■ EXERCISE DESCRIPTION
Transcribe the data below verbatim from the line with "thumb ip: (988, 1067)" to the line with "pinky tip: (1089, 1029)". Include both of those lines.

Items listed in a dataset
• • •

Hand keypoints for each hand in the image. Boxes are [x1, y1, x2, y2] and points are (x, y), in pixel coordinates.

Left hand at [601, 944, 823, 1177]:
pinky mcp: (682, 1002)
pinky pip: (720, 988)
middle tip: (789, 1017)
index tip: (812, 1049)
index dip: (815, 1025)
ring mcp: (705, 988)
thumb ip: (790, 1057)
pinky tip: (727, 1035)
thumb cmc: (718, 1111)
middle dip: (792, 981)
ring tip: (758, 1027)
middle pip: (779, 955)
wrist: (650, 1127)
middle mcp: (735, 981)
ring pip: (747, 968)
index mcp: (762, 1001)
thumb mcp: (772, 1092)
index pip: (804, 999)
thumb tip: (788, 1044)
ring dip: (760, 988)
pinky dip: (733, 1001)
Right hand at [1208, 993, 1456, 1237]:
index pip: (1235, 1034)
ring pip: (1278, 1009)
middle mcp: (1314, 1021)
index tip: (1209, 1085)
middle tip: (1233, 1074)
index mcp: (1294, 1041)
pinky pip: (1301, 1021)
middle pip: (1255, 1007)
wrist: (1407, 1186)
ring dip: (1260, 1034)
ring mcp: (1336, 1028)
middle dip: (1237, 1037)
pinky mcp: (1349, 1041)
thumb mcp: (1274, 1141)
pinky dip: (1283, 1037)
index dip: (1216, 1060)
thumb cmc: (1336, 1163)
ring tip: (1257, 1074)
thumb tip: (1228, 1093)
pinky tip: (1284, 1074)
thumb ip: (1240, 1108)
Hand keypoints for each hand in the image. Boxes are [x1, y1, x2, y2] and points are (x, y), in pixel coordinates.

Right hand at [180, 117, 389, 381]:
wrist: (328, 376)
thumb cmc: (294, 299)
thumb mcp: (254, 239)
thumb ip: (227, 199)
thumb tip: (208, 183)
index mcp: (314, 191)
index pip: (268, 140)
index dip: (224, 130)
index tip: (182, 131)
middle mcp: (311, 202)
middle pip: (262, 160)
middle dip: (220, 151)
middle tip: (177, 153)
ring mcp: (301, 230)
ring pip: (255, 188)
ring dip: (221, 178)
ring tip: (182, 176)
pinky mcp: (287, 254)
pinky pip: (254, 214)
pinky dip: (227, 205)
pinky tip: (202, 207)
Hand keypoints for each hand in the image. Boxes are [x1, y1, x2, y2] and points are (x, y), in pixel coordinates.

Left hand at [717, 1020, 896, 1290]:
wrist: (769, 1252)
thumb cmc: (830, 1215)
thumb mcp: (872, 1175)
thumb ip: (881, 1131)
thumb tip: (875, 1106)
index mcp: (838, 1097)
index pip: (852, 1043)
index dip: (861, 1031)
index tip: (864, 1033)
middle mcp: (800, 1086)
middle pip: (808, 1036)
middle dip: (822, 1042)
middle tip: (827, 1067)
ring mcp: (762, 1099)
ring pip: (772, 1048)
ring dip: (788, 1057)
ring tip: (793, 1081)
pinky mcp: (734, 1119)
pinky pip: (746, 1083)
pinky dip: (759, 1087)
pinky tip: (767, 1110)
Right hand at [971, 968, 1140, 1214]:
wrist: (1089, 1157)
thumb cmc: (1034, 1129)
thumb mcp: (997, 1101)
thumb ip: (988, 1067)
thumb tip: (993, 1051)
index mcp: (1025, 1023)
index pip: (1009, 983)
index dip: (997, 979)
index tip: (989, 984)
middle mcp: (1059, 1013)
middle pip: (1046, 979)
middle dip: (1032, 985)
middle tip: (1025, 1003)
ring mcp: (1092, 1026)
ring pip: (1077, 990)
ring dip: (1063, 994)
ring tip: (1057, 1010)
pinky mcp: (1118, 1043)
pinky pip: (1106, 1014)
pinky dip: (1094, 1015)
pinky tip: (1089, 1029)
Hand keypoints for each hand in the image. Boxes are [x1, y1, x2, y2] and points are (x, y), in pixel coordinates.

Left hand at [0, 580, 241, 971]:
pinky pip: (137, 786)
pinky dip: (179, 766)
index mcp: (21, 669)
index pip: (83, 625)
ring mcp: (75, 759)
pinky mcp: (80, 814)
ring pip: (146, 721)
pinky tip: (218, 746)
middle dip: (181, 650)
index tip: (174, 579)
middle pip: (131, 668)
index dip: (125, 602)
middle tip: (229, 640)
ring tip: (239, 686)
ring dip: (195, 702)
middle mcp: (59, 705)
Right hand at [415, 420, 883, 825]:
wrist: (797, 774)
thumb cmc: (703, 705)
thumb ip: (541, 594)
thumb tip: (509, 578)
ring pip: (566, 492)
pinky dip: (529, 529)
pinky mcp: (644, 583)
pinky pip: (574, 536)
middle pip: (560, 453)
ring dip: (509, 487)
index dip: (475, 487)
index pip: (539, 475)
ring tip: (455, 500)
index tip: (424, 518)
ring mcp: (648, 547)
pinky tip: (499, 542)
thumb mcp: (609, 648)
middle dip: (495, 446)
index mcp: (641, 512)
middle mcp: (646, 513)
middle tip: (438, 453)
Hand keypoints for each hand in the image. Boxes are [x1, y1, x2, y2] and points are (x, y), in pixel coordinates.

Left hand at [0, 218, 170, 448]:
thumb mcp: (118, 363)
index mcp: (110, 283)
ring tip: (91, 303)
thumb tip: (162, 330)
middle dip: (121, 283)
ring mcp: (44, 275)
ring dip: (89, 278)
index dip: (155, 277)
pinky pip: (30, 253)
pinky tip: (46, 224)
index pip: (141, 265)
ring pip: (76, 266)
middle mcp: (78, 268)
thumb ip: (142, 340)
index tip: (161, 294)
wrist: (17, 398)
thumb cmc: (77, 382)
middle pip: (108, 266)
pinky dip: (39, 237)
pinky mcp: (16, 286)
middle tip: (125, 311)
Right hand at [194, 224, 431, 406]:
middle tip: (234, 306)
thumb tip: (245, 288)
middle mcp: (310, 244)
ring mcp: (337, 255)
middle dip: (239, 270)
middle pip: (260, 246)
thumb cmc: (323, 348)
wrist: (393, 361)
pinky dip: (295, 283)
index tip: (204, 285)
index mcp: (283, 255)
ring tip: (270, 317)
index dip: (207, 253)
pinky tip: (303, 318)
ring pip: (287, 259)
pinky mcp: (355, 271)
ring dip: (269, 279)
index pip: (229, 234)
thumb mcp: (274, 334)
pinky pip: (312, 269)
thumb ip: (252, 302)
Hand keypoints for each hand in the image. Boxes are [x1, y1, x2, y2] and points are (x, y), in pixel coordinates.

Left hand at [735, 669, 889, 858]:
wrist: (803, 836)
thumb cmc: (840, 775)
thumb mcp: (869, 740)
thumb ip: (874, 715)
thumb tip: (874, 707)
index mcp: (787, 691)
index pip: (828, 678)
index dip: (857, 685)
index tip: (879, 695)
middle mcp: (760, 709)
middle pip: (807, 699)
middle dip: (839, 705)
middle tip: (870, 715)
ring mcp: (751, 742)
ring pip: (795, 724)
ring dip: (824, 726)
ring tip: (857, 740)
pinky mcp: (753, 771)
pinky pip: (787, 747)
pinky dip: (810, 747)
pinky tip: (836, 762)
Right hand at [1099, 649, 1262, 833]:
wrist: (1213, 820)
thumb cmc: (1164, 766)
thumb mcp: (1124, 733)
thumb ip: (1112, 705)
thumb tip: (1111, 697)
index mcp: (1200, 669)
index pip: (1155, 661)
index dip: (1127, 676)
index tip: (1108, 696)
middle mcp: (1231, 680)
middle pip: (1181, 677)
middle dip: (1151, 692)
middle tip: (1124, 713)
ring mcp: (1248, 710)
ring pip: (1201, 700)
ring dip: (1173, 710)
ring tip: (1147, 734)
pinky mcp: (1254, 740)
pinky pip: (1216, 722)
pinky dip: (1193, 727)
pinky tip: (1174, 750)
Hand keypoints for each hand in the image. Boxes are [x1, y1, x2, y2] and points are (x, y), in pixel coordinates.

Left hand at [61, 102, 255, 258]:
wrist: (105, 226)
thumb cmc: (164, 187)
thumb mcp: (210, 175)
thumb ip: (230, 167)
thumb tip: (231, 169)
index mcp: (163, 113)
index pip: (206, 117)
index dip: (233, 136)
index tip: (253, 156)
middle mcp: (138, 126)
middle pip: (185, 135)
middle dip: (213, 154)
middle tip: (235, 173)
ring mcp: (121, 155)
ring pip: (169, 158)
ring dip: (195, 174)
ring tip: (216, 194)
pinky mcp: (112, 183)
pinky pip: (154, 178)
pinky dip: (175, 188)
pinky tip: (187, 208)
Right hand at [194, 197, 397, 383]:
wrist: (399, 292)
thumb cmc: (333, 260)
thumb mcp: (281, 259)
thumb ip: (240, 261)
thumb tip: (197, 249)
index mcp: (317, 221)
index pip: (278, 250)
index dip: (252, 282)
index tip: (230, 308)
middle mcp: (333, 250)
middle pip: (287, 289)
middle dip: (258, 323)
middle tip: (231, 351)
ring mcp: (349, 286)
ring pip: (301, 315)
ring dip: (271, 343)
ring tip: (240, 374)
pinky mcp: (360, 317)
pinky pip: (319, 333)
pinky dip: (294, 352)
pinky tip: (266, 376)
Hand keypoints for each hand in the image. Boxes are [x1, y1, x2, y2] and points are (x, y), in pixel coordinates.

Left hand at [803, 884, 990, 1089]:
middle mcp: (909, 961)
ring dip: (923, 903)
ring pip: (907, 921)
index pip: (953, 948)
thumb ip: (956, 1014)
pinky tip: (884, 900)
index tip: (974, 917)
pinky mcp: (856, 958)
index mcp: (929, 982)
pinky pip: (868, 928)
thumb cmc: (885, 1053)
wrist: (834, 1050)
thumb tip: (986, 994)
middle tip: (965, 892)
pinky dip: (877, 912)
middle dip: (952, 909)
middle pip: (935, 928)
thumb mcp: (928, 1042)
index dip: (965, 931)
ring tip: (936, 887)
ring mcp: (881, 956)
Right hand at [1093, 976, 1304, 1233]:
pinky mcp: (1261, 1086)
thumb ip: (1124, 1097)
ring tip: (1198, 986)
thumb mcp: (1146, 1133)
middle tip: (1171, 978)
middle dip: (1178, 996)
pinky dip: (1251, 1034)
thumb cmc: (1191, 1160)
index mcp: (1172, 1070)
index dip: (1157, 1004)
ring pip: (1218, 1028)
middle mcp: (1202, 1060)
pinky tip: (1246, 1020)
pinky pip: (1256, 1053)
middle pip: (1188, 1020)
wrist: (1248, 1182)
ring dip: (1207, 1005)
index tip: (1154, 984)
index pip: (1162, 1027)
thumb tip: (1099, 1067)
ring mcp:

• • •

■ COMPLETED EXERCISE
thumb ip: (988, 1067)
thumb tip: (993, 1051)
index mcp: (1025, 1023)
index pip: (1009, 983)
index dip: (997, 979)
index tip: (989, 984)
middle mcp: (1059, 1013)
middle pip: (1046, 979)
middle dip: (1032, 985)
middle tip: (1025, 1003)
ring mcp: (1092, 1026)
ring pip: (1077, 990)
ring dip: (1063, 994)
ring tip: (1057, 1010)
pinky mcp: (1118, 1043)
pinky pip: (1106, 1014)
pinky dip: (1094, 1015)
pinky tip: (1089, 1029)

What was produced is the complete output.